_WHAT THIS TASK INVOLVES_
Give back the entire listing exactly as it was provided.

--- START ---

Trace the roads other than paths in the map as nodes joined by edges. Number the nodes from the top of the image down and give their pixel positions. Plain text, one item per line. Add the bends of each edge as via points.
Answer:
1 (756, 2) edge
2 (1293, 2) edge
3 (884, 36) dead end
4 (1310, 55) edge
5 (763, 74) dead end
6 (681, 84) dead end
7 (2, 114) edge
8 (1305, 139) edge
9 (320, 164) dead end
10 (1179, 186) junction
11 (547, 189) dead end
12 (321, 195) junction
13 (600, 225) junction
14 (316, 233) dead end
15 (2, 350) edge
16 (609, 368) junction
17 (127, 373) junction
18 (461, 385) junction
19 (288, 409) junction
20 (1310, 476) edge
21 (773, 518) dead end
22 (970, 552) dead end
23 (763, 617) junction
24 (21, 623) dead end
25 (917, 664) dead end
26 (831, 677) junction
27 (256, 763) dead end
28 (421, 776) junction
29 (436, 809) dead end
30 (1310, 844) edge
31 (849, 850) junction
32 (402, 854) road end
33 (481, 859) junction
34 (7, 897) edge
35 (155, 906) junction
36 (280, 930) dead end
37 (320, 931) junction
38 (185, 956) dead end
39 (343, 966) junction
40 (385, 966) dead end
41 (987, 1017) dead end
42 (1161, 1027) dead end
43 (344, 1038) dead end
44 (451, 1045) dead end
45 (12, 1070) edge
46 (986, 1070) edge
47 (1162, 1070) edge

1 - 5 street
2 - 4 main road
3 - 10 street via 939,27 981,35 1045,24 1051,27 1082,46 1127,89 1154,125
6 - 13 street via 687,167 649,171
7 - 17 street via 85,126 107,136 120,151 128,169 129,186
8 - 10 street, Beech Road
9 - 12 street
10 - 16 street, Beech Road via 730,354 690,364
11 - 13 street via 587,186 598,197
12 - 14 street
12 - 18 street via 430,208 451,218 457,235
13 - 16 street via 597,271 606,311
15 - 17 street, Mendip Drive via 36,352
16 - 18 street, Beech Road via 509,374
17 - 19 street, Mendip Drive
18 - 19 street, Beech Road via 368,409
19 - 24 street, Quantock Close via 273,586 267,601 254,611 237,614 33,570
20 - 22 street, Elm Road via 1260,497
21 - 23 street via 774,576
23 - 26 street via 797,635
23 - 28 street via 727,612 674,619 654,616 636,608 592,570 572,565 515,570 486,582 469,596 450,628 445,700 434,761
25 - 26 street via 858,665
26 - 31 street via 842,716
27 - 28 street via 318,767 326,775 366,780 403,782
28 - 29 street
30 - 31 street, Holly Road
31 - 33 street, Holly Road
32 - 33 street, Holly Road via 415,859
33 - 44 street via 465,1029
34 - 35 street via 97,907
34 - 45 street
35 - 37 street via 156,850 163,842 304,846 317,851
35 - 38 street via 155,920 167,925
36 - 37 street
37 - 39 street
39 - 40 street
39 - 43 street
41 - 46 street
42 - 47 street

--- END ---

_RESULT OF THIS EXERCISE_
Trace the roads other than paths in the map as nodes joined by edges. Number the nodes from the top of the image down and give their pixel positions. Plain text, one item per line. Add the bends of each edge as via points.
Answer:
1 (756, 2) edge
2 (1293, 2) edge
3 (884, 36) dead end
4 (1310, 55) edge
5 (763, 74) dead end
6 (681, 84) dead end
7 (2, 114) edge
8 (1305, 139) edge
9 (320, 164) dead end
10 (1179, 186) junction
11 (547, 189) dead end
12 (321, 195) junction
13 (600, 225) junction
14 (316, 233) dead end
15 (2, 350) edge
16 (609, 368) junction
17 (127, 373) junction
18 (461, 385) junction
19 (288, 409) junction
20 (1310, 476) edge
21 (773, 518) dead end
22 (970, 552) dead end
23 (763, 617) junction
24 (21, 623) dead end
25 (917, 664) dead end
26 (831, 677) junction
27 (256, 763) dead end
28 (421, 776) junction
29 (436, 809) dead end
30 (1310, 844) edge
31 (849, 850) junction
32 (402, 854) road end
33 (481, 859) junction
34 (7, 897) edge
35 (155, 906) junction
36 (280, 930) dead end
37 (320, 931) junction
38 (185, 956) dead end
39 (343, 966) junction
40 (385, 966) dead end
41 (987, 1017) dead end
42 (1161, 1027) dead end
43 (344, 1038) dead end
44 (451, 1045) dead end
45 (12, 1070) edge
46 (986, 1070) edge
47 (1162, 1070) edge

1 - 5 street
2 - 4 main road
3 - 10 street via 939,27 981,35 1045,24 1051,27 1082,46 1127,89 1154,125
6 - 13 street via 687,167 649,171
7 - 17 street via 85,126 107,136 120,151 128,169 129,186
8 - 10 street, Beech Road
9 - 12 street
10 - 16 street, Beech Road via 730,354 690,364
11 - 13 street via 587,186 598,197
12 - 14 street
12 - 18 street via 430,208 451,218 457,235
13 - 16 street via 597,271 606,311
15 - 17 street, Mendip Drive via 36,352
16 - 18 street, Beech Road via 509,374
17 - 19 street, Mendip Drive
18 - 19 street, Beech Road via 368,409
19 - 24 street, Quantock Close via 273,586 267,601 254,611 237,614 33,570
20 - 22 street, Elm Road via 1260,497
21 - 23 street via 774,576
23 - 26 street via 797,635
23 - 28 street via 727,612 674,619 654,616 636,608 592,570 572,565 515,570 486,582 469,596 450,628 445,700 434,761
25 - 26 street via 858,665
26 - 31 street via 842,716
27 - 28 street via 318,767 326,775 366,780 403,782
28 - 29 street
30 - 31 street, Holly Road
31 - 33 street, Holly Road
32 - 33 street, Holly Road via 415,859
33 - 44 street via 465,1029
34 - 35 street via 97,907
34 - 45 street
35 - 37 street via 156,850 163,842 304,846 317,851
35 - 38 street via 155,920 167,925
36 - 37 street
37 - 39 street
39 - 40 street
39 - 43 street
41 - 46 street
42 - 47 street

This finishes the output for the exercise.